Blue Van

The Art of Rolling

BY Steve EnglishPublished May 1, 2005

Originality is nice, but it’s no substitute for a big old bag of greasy, grimy rock’n’roll. The Blue Van are a shaggy pack of tousle-haired retro-rockers from the mean streets of Copenhagen blessed with more scruffy rave-ups and slippery grooves than a four-disc Nuggets comp. Jammed with vintage summer of ’71 riffs stamped "Product of Tacoma, WA, USA,” the Danish foursome’s debut is a punchy slab of garage rock revivalism replete with Hammond fills, deliriously hollered "yeah, yeah, yeahs” and buckets of cocksure insolence. They gleefully footnote classic sources like the Sonics, the Electric Prunes and Blues Magoos while pirating like-minded contemporaries the Mooney Suzuki and Tokyo Sex Destruction with flagrant disregard for intellectual copyright laws.
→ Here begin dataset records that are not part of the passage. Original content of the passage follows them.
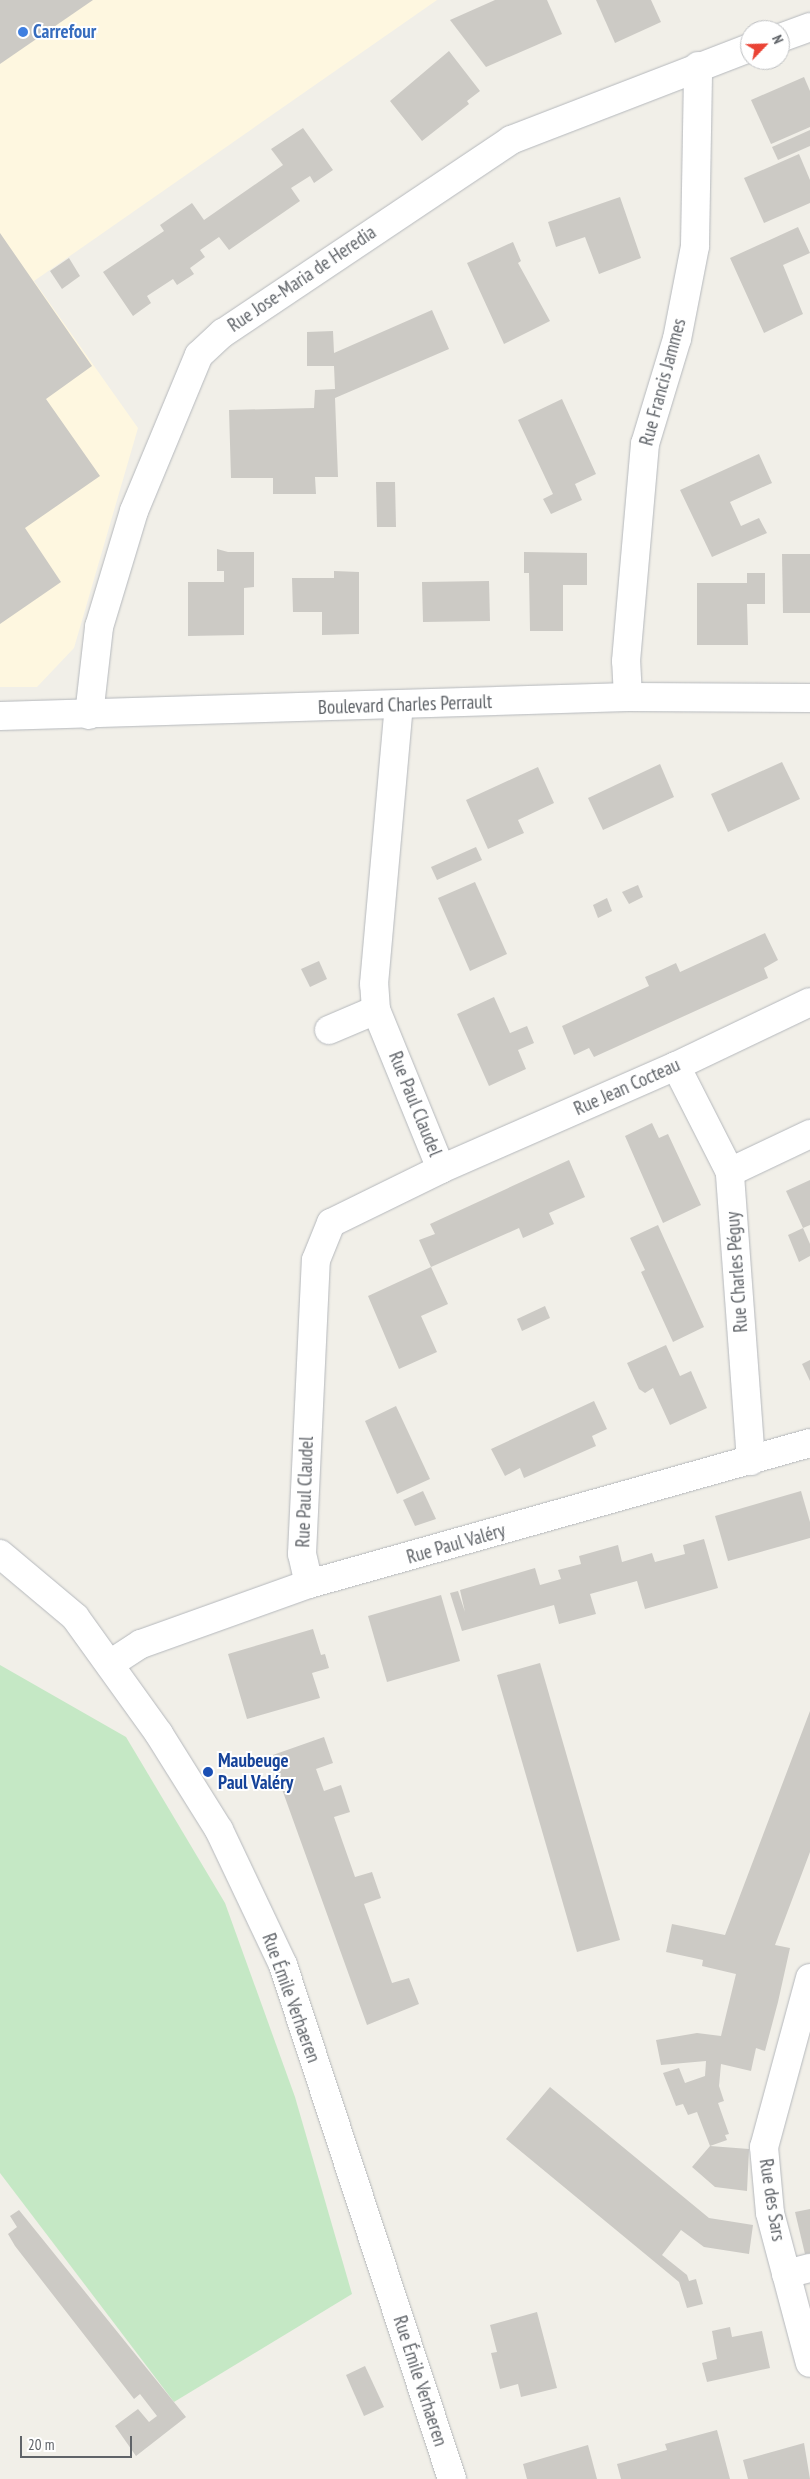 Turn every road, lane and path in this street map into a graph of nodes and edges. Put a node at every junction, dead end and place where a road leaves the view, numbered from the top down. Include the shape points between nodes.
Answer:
1 (810, 27) edge
2 (790, 34) edge
3 (740, 51) edge
4 (698, 66) junction
5 (628, 698) junction
6 (810, 698) edge
7 (400, 705) junction
8 (89, 715) junction
9 (0, 716) edge
10 (810, 1002) edge
11 (376, 1010) junction
12 (329, 1030) dead end
13 (676, 1066) junction
14 (810, 1134) edge
15 (441, 1169) junction
16 (730, 1172) junction
17 (810, 1443) edge
18 (751, 1461) junction
19 (0, 1554) edge
20 (309, 1584) junction
21 (110, 1664) junction
22 (810, 1978) edge
23 (798, 2271) edge
24 (810, 2363) edge
25 (452, 2479) edge

1 - 2 street
3 - 4 street, Rue Jose-Maria de Heredia
4 - 5 street, Rue Francis Jammes via 695,246 677,340 645,444 626,661
4 - 8 street, Rue Jose-Maria de Heredia via 510,140 223,333 199,355 134,511 99,627
5 - 6 street, Boulevard Charles Perrault
5 - 7 street, Boulevard Charles Perrault
7 - 8 street, Boulevard Charles Perrault
7 - 11 street, Rue Paul Claudel via 374,984
8 - 9 street, Boulevard Charles Perrault
10 - 13 street, Rue Jean Cocteau
11 - 12 street
11 - 15 street, Rue Paul Claudel
13 - 15 street, Rue Jean Cocteau
13 - 16 street
14 - 16 street
15 - 20 street, Rue Paul Claudel via 331,1223 316,1260 302,1554
16 - 18 street, Rue Charles Péguy
17 - 18 street, Rue Paul Valéry
18 - 20 street, Rue Paul Valéry
19 - 21 street, Rue Émile Verhaeren via 74,1617
20 - 21 street, Rue Paul Valéry via 141,1644
21 - 25 street, Rue Émile Verhaeren via 219,1830 283,1965
22 - 23 street, Rue des Sars via 764,2147 770,2213
23 - 24 street, Rue des Sars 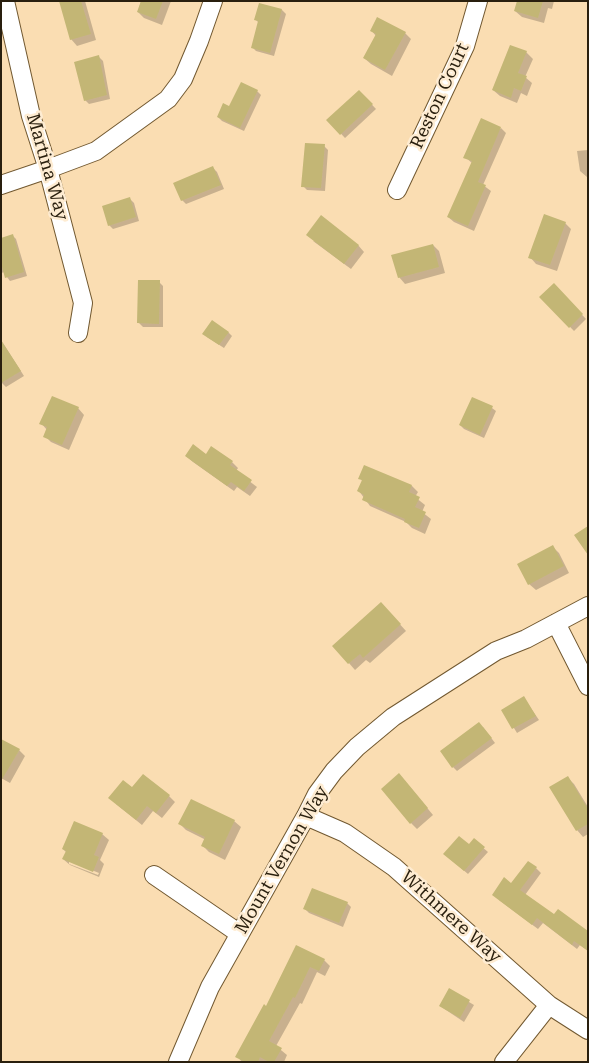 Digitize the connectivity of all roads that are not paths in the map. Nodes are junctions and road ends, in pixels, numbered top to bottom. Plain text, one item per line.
1 (5, 1) edge
2 (213, 1) edge
3 (478, 1) edge
4 (48, 170) junction
5 (1, 185) edge
6 (397, 190) dead end
7 (78, 333) dead end
8 (588, 606) edge
9 (556, 623) junction
10 (588, 686) edge
11 (306, 816) junction
12 (154, 875) dead end
13 (240, 934) junction
14 (549, 1005) junction
15 (588, 1030) edge
16 (178, 1062) edge
17 (504, 1062) edge

1 - 4 street, Martina Way
2 - 4 street
3 - 6 street, Reston Court
4 - 5 street
4 - 7 street, Martina Way
8 - 9 street, Mount Vernon Way
9 - 10 street
9 - 11 street, Mount Vernon Way
11 - 13 street, Mount Vernon Way
11 - 14 street, Withmere Way
12 - 13 street
13 - 16 street, Mount Vernon Way
14 - 15 street, Withmere Way
14 - 17 street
The only real drawback is the indistinctness of some of the songs which, about 20 minutes in, start to blur together into a seamy fuzz-rock haze. Still, any band that can pull off a rollicking eight-minute blues vamp like Rolling’s Hammond-heavy closer "New Slough” or deliver emphatic balderdash like "What the young people want/They wanna wear flared jeans” as if it were the gospel has got to be doing something right.